Bagaimana sikap kita sebagai Orang yang diurapi TUHAN dan bagaimana sikap kita terhadap orang lain yang diberi otoritas oleh TUHAN untuk memimpin kita?
Sebagai orang-orang yang diurapi TUHAN untuk tugas khusus, kita harus menghormati otoritas tertinggi, yaitu TUHAN Yesus Kristus.
Sebagai orang yang diutus dan diurapi TUHAN, kita harus menghargai dan memanfaatkan otoritas/kuasa yang diberikan TUHAN itu untuk memberkati orang lain, bukan untuk mengutuk, mengancam, menekan atau menakut-nakuti umat. Dan menghadapi orang-orang yang diurapi TUHAN, harusnya kita menunjukan juga rasa hormat kita akan pengurapan TUHAN sebagaimana sikap Daud terhadap Saul dalam pembahasan sebelumnya. Kunci dari kuasa pengurapan itu adalah kerendahan hati untuk mau tunduk pada kebenaran (firman) TUHAN.
Saya percaya, sebagaimana Daud yang ditandai oleh TUHAN dengan minyak urapan, orang yang kita berkati (termasuk dengan minyak urapan) juga akan diingat TUHAN, seperti Daud; “sejak hari itu dan seterusnya, berkuasalah Roh TUHAN atas Daud”.
Jika kita semua memahami dan mau belajar dari Daud yang begitu menghargai otoritas dan kuasa pengurapan TUHAN, tentu tidak akan ada lagi permusuhan antar gereja, antar pelayan, antara jemaat, antar kakak-adik, suami-istri, orang tua anak, antara rakyat dan pemimpinnya. Jika semua orang menghargai otoritas di atasnya, kita semua tentu akan hidup rukun dan damai; untuk itu jaminannya adalah kepada kita TUHAN akan perintahkan; berkat, kehidupan untuk selama-lamanya.

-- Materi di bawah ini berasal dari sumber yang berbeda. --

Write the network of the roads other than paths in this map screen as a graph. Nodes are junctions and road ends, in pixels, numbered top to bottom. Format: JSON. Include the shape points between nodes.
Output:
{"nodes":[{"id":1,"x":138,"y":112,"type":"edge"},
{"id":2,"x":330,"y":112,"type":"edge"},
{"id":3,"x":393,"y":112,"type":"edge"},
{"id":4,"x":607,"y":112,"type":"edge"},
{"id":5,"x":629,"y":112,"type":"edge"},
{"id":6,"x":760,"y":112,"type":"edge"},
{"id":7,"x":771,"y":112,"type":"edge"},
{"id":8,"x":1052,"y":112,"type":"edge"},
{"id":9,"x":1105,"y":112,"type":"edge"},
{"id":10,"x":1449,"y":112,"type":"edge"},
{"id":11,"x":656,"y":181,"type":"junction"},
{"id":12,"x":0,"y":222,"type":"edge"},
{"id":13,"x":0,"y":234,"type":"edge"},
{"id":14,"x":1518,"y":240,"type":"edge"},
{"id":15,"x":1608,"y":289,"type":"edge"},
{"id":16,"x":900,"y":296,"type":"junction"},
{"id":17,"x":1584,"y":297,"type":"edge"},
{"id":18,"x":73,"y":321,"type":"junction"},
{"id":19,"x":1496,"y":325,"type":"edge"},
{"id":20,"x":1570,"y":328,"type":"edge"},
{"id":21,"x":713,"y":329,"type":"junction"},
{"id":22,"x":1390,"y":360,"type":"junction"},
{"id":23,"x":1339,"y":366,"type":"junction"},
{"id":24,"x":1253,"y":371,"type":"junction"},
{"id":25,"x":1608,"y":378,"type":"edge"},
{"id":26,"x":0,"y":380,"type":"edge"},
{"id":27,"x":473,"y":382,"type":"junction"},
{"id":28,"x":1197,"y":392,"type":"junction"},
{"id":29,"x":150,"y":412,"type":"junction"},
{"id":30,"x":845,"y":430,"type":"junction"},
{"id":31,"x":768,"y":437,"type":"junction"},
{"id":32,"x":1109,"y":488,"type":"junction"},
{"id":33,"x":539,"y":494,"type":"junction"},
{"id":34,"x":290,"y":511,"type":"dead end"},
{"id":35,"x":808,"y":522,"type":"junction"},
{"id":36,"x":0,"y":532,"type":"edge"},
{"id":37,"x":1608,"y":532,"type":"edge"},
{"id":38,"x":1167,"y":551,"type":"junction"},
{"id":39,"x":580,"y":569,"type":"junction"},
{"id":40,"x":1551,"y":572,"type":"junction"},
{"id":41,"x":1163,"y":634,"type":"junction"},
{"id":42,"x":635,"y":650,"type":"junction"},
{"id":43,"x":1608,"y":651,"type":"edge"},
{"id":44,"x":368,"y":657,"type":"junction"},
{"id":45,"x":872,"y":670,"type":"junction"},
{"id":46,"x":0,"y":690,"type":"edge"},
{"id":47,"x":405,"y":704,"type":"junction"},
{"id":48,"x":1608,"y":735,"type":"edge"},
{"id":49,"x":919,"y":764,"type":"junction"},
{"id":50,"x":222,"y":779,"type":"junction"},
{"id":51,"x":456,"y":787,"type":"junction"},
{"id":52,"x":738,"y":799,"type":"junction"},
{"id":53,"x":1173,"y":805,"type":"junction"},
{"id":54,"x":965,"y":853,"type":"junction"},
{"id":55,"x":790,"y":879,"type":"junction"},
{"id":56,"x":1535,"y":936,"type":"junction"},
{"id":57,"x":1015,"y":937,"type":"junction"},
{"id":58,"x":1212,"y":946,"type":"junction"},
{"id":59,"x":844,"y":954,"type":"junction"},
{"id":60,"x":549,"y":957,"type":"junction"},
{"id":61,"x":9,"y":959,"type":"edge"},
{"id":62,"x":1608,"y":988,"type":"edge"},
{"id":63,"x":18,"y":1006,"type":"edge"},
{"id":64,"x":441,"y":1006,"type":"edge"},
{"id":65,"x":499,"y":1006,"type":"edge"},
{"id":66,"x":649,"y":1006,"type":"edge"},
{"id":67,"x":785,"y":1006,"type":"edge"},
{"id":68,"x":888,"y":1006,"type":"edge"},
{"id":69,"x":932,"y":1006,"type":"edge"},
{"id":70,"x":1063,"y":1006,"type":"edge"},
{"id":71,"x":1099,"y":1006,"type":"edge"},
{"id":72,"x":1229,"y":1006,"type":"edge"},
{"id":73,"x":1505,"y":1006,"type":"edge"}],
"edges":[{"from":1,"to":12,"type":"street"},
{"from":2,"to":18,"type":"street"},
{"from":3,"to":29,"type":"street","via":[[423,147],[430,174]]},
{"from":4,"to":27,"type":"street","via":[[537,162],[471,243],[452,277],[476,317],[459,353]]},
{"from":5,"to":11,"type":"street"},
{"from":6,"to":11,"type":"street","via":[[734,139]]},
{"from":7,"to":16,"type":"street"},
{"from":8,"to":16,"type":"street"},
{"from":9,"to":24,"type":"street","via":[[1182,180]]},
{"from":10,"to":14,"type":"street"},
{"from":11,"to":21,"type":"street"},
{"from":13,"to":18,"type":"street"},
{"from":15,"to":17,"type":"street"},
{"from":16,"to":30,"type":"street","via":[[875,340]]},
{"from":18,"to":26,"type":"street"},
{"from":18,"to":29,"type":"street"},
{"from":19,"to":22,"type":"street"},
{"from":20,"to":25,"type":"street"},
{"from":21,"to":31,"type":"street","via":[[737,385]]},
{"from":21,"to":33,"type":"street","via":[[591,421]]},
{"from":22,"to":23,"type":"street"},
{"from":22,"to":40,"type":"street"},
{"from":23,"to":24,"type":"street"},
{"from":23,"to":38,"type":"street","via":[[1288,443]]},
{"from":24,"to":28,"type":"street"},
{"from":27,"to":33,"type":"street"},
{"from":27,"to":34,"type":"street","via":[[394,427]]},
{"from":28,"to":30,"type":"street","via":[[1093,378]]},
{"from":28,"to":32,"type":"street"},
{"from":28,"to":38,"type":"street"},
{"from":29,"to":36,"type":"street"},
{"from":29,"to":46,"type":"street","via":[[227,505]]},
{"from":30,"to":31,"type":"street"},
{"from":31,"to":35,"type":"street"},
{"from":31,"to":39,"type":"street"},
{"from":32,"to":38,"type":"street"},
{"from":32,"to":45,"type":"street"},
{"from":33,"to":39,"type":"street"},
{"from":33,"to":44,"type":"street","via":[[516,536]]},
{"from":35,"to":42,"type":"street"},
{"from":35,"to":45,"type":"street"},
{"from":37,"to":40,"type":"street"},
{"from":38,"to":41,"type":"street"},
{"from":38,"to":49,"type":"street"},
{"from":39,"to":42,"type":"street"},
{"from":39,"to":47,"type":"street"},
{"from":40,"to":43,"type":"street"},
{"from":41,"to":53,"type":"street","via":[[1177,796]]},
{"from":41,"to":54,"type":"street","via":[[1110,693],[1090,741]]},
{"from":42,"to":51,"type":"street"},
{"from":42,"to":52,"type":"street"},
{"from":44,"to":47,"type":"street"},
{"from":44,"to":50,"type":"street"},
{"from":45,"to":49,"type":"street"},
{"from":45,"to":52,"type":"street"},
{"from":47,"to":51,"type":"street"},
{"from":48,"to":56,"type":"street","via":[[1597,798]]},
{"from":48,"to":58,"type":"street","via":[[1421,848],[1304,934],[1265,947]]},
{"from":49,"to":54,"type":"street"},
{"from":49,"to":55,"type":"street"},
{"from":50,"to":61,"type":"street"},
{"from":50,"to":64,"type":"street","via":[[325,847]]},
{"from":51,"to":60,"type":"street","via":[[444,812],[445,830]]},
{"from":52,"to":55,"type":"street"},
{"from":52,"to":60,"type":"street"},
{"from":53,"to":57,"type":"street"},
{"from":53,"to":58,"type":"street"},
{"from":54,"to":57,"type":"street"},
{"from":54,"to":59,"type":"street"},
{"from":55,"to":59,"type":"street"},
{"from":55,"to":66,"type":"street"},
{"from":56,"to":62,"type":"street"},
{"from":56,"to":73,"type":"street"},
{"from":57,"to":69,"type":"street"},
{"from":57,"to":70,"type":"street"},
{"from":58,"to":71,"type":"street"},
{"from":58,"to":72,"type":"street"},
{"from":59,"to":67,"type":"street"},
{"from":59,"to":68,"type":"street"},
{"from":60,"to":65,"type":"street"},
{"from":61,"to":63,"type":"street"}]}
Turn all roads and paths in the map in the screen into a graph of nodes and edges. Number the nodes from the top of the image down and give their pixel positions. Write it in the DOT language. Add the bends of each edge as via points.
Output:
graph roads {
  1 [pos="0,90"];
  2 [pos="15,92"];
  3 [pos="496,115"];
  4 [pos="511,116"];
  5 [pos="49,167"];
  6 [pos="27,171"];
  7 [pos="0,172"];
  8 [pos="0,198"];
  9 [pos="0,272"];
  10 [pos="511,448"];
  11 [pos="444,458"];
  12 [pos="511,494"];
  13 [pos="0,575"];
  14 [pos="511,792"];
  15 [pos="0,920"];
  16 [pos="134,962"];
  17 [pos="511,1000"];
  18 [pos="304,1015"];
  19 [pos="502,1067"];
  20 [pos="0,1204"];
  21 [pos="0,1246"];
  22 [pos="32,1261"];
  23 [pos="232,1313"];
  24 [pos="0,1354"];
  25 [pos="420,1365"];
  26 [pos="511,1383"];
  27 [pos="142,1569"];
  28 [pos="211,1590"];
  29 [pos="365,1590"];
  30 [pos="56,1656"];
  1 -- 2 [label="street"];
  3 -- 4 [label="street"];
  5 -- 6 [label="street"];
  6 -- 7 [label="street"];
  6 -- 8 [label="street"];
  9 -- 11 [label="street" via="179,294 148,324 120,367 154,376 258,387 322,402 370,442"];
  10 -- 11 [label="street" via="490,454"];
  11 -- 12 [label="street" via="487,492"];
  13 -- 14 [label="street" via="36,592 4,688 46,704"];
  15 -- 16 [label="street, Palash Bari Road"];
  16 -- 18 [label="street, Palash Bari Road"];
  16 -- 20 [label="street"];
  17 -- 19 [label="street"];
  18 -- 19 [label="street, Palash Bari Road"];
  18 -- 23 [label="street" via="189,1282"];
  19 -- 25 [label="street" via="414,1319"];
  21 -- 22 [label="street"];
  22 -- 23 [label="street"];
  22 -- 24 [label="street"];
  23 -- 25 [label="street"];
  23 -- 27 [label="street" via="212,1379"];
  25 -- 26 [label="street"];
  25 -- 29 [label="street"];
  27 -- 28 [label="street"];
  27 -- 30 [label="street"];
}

Atas dasar teologi ini, Penulis mengusulkan: pertama, dalam rangka pengembangan liturgi alkitabiah, gereja dapat mengangkat simbol profetik ‘minyak urapan’ dan melakukan berkat pengurapan dalam liturgi Pentahbisan Vikaris menjadi Pendeta dan Pelantikan Pimpinan Gereja.
Kedua, berdasarkan penghayatan atas firman TUHAN di atas, Penulis mengajak umat untuk Tunduk pada otoritas Pemerintah oleh karena rasa takut akan TUHAN yang memberinya kuasa untuk menyandang pedang (menghakimi menurut hukum yang berlaku,red).
Semoga refleksi kecil ini dapat memberi inspirasi bagi kita semua untuk lebih menghargai pengurapan TUHAN atas setiap orang.